Specifically, the database could be used by defence counsel in preparing Gladue reports, which, through providing details into the Indigenous offender’s unique background, can help guide judges in handing down appropriate sentences.

This practice stems from the landmark Supreme Court of Canada decision in R. v. Gladue [1999] 1 S.C.R. 688, which outlined problems these offenders face due to the justice system’s traditional mandate of deterrence, separation and denunciation clashing with the ideals of restorative justice held by Aboriginal culture.

While the database is specific to Saskatchewan, Hodges Neufeld said it could also be of help to those in other Canadian jurisdictions.

But Hodges Neufeld said there is hope Saskatchewan’s Gladue database will inspire others to create something similar.
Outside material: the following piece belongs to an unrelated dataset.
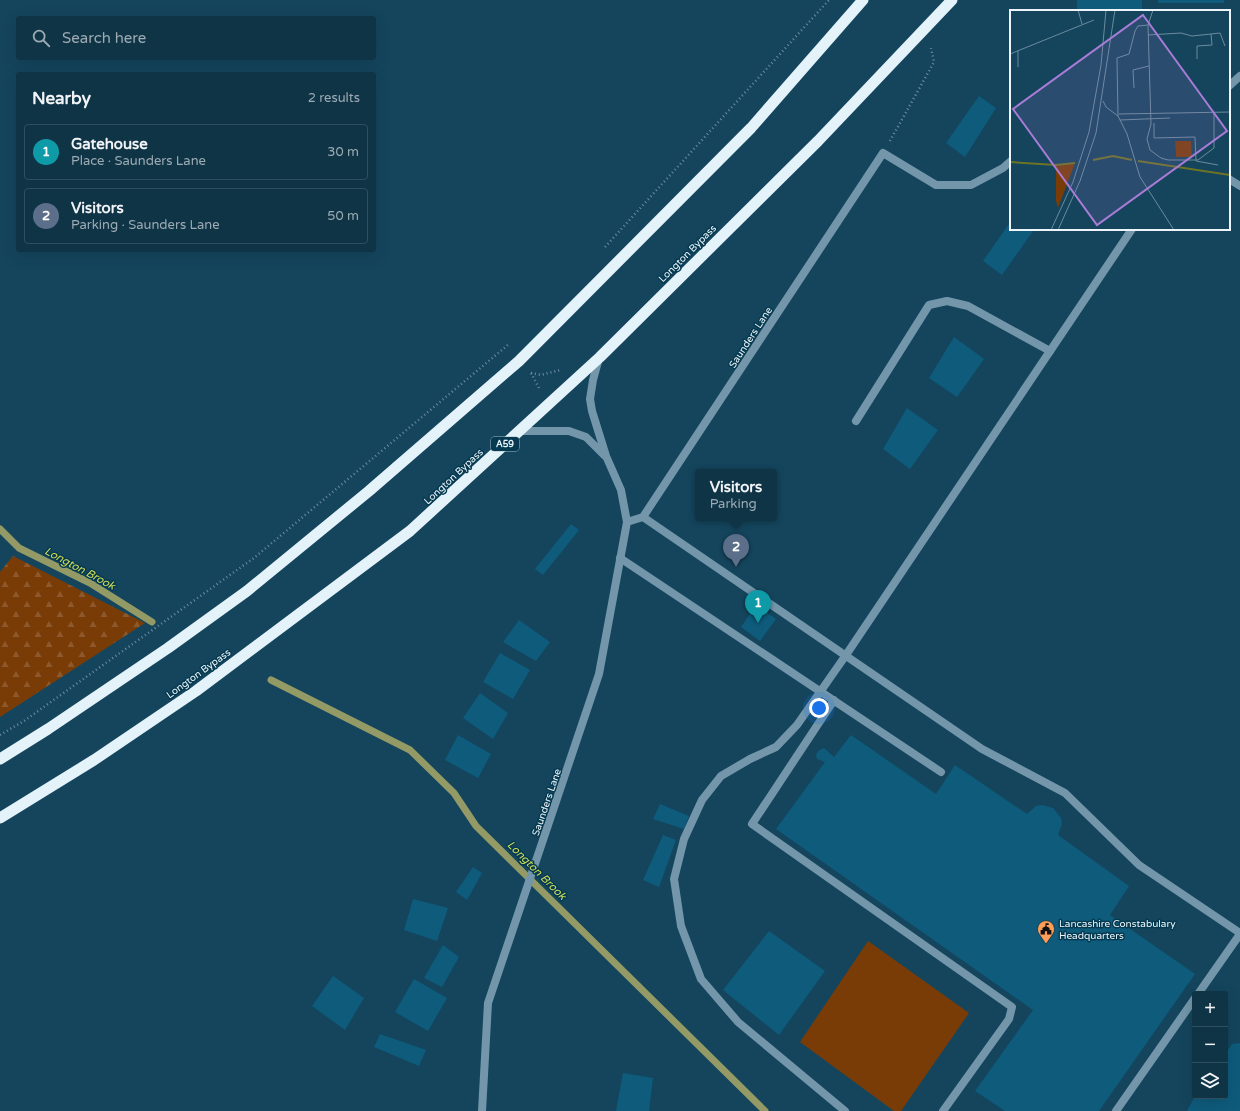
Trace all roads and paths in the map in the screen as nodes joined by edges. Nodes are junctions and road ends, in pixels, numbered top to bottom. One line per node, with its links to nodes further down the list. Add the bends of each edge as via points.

Keith Carlson, University of Saskatchewan

“What we’re hoping … is [to] have this be the model that other jurisdictions will replicate,” she said. “It is focused on Gladue principles in Saskatchewan, but that doesn’t mean it wouldn’t be of assistance in other jurisdictions. What we’d love to see is other people go, Hey, look at what Saskatchewan has done here and how useful this is, maybe this is something that could be replicated in other jurisdictions.”

University of Saskatchewan history professor Keith Carlson, one of the principals behind the database’s development, is overseeing the students running it.

“What this is doing is two things: It is making sure lawyers working for Indigenous people are better able, at a much more cost-effective way, to get all the information they need for the background for … Gladue rights … in a quick and easy way. It will also enable judges who may not be receiving Gladue reports. Sadly, they are still not being generated all the time in a formal way. Now, what judges can do is … use this database to educate and inform themselves as they come to look for alternatives to sentencing.”

The database gives access to Indigenous community profiles, peer-reviewed research papers, video lectures and a timeline of settler colonialism in Saskatchewan.